Low Fuel Motosport – Racing statistics
The Independent Powerhouse: Choosing LFM on PC
So after a lot of crashes, a lot of yeeting discussions in the chat where people are just screaming, and quite a lot of races actually on the lobby, I started to look around for even better option to race. And I came across Low Fuel Motorsport as the leading independent platform for racing. Low Fuel Motorsport is mostly focused on ACC, which is excellent for me, and it’s a big service. There are huge amount of organized races, they have a system when and how to join, and so forth. I chose another option on the market. This is for PC players only. If you have a PlayStation or Xbox, you would probably choose SimGrid, which goes for the consoles as well. Another option, similar, is Pitskill.io, but Low Fuel Motorsport is the largest sim racing platform at this very moment in 2025, by far. So this should be your first option, probably, if you are on PC and you want to race a lot with kind of the same quality persons like you on daily races. So I opted out for Low Fuel Motorsport like two years ago, and here is my experience with it.

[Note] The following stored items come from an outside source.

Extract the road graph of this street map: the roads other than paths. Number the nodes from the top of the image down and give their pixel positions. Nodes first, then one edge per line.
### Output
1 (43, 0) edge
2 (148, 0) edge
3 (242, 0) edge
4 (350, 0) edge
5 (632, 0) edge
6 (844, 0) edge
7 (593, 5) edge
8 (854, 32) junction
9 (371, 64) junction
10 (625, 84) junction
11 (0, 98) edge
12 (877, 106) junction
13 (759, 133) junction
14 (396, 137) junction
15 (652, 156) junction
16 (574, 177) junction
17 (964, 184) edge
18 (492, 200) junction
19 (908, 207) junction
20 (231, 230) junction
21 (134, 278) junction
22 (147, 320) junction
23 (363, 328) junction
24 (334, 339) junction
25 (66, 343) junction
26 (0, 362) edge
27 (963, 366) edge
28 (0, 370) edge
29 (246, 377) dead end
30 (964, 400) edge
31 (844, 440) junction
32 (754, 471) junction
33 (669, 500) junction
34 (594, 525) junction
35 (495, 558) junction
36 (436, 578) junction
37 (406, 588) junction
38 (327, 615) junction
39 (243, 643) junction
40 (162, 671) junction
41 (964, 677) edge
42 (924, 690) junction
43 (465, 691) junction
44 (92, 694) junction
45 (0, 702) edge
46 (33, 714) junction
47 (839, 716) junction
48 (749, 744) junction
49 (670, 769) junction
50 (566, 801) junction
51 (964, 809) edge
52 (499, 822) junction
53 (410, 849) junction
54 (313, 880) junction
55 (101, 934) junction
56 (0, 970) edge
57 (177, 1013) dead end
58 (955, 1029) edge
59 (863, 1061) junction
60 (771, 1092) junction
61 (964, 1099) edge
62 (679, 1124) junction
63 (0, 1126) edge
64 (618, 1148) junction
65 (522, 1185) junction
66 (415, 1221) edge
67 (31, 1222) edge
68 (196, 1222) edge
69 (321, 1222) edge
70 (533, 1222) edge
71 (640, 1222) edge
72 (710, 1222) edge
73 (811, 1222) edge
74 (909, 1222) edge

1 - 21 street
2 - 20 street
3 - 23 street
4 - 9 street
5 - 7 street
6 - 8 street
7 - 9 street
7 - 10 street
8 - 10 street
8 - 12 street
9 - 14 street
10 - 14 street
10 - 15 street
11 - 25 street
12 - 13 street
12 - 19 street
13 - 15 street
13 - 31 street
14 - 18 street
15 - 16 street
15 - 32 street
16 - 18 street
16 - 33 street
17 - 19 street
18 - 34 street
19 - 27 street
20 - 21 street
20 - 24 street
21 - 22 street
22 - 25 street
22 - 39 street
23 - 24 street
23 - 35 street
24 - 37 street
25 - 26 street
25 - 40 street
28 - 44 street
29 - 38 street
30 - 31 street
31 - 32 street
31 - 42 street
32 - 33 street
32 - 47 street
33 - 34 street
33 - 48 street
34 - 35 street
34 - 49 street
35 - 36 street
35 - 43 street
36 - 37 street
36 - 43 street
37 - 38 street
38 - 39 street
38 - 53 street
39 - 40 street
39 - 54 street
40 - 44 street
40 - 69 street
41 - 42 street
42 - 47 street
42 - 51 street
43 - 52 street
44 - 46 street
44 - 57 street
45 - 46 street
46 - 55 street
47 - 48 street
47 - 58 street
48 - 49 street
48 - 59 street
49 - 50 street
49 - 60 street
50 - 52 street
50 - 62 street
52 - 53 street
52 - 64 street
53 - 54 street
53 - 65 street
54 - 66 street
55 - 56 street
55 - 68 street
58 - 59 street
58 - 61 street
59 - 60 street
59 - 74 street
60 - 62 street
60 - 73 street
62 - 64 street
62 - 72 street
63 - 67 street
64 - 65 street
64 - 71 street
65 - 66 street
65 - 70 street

Low Fuel Motosport – FAQ is collabsible list, no search possible
The License Hurdle: Proving You Belong on the Grid
To join Low Fuel Motorsport and be able to race, you have to prove yourself as a kind of experienced driver, although you don’t need to be that super fast as the top of the race, but you have to be reasonably good. I like the system to join because it makes the good selection and those destruction derby players are filtered out with this system and this is a very good system. So if you want to join races, they have a practice server which is reachable via internet. You can find it within the free lobby servers. Just type in Low Fuel Motorsport LFM into the server selection and you got it. You have to find which is it on the server. To register you can use Steam or Discord. Then you have to go to the race and try to make 7 clean rounds and be within the range of the best times, maximum 5% on the top of the best times. This is the 107% rule they use to keep the pace consistent. After 2 or 3 attempts I was able to reach and I obtained the license to race. So my journey begins here. If you want to race Nordschleife, you have to make a similar license, but I didn’t go for Nordschleife yet. I just like shorter tracks and Nordschleife still has to wait for me. I’m not that interested to get into that.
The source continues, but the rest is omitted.